### Required work
Copy every line in the listing that contains "Birmingham".

### Task inputs
■ ■ ■ ■ ■ ■ ■

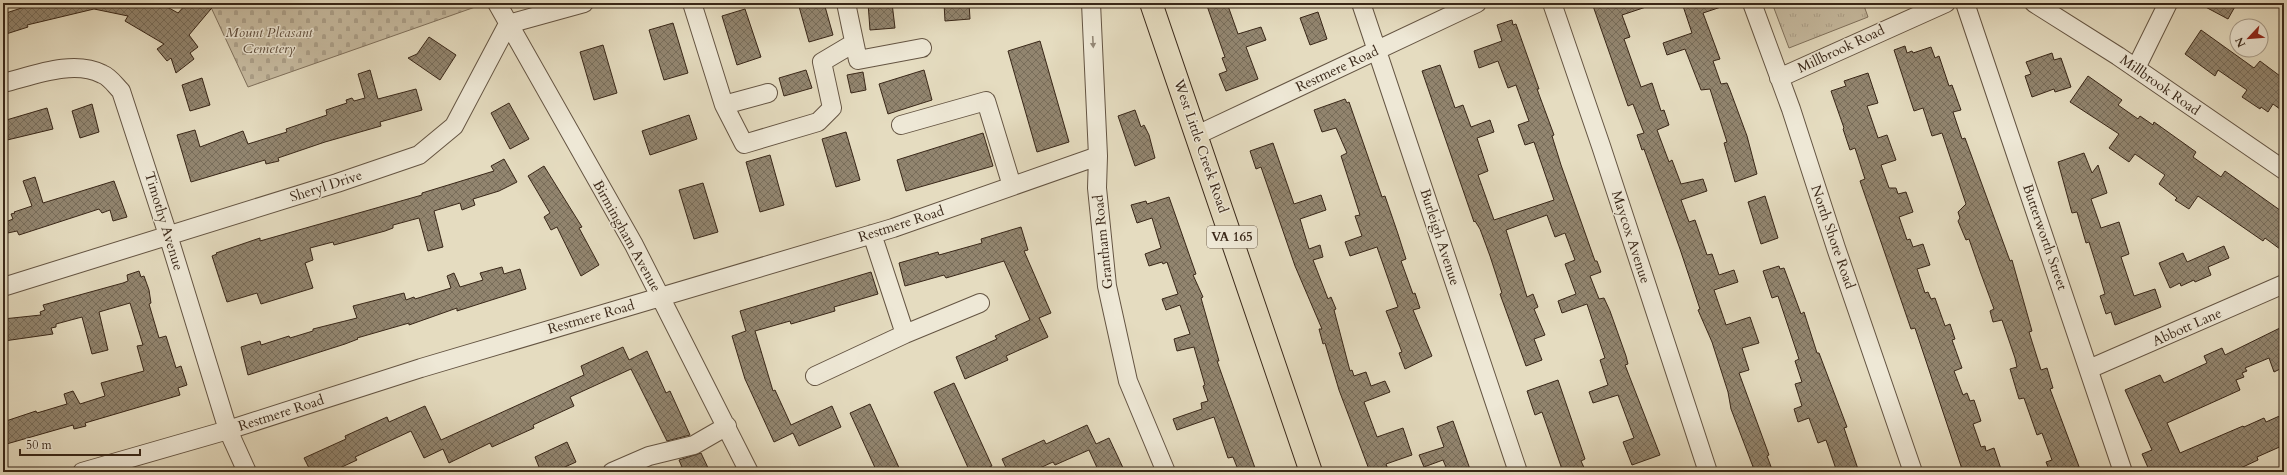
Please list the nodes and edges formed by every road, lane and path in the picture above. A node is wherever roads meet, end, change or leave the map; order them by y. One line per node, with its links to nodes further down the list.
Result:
1 (497, 3): 15 (street, Birmingham Avenue)
2 (584, 3): 15 (street)
3 (692, 3): 23 (street)
4 (846, 3): 16 (street)
5 (1091, 3): 26 (street, Grantham Road, one-way to 26)
6 (1151, 3): 25 (main road, West Little Creek Road / VA 165)
7 (1362, 3): 18 (street, Burleigh Avenue)
8 (1477, 3): 18 (street, Restmere Road)
9 (1552, 3): 47 (street, Maycox Avenue)
10 (1752, 3): 20 (street, North Shore Road)
11 (1946, 3): 20 (street, Millbrook Road)
12 (1965, 3): 36 (street, Butterworth Street)
13 (2034, 3): 19 (street, Millbrook Road)
14 (2168, 3): 19 (street)
15 (508, 24): 30 (street, Sheryl Drive); 33 (street, Birmingham Avenue)
16 (854, 43): 17 (street); 23 (street)
17 (922, 48)
18 (1378, 50): 25 (street, Restmere Road); 46 (street, Burleigh Avenue)
19 (2136, 68): 27 (street, Millbrook Road)
20 (1780, 78): 48 (street, North Shore Road)
21 (3, 83): 30 (street, Timothy Avenue)
22 (768, 93): 23 (street)
23 (724, 105)
24 (901, 125): 28 (street)
25 (1197, 135): 45 (main road, West Little Creek Road / VA 165)
26 (1098, 156): 28 (street, Restmere Road); 44 (street, Grantham Road)
27 (2284, 170)
28 (1012, 186): 29 (street, Restmere Road)
29 (872, 234): 33 (street, Restmere Road); 35 (street)
30 (168, 235): 32 (street, Sheryl Drive); 39 (street, Timothy Avenue)
31 (2284, 284): 36 (street, Abbott Lane)
32 (3, 287)
33 (660, 297): 38 (street, Birmingham Avenue); 39 (street, Restmere Road)
34 (980, 303): 35 (street)
35 (905, 334): 37 (street)
36 (2089, 369): 49 (street, Butterworth Street)
37 (815, 376)
38 (727, 426): 42 (street); 43 (street, Birmingham Avenue)
39 (228, 430): 40 (street, Restmere Road); 41 (street, Timothy Avenue)
40 (82, 472)
41 (247, 472)
42 (612, 472)
43 (750, 472)
44 (1166, 472)
45 (1311, 472)
46 (1518, 472)
47 (1708, 472)
48 (1913, 472)
49 (2123, 472)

■ ■ ■ ■ ■ ■ ■

### Solution to this task
1 (497, 3): 15 (street, Birmingham Avenue)
15 (508, 24): 30 (street, Sheryl Drive); 33 (street, Birmingham Avenue)
33 (660, 297): 38 (street, Birmingham Avenue); 39 (street, Restmere Road)
38 (727, 426): 42 (street); 43 (street, Birmingham Avenue)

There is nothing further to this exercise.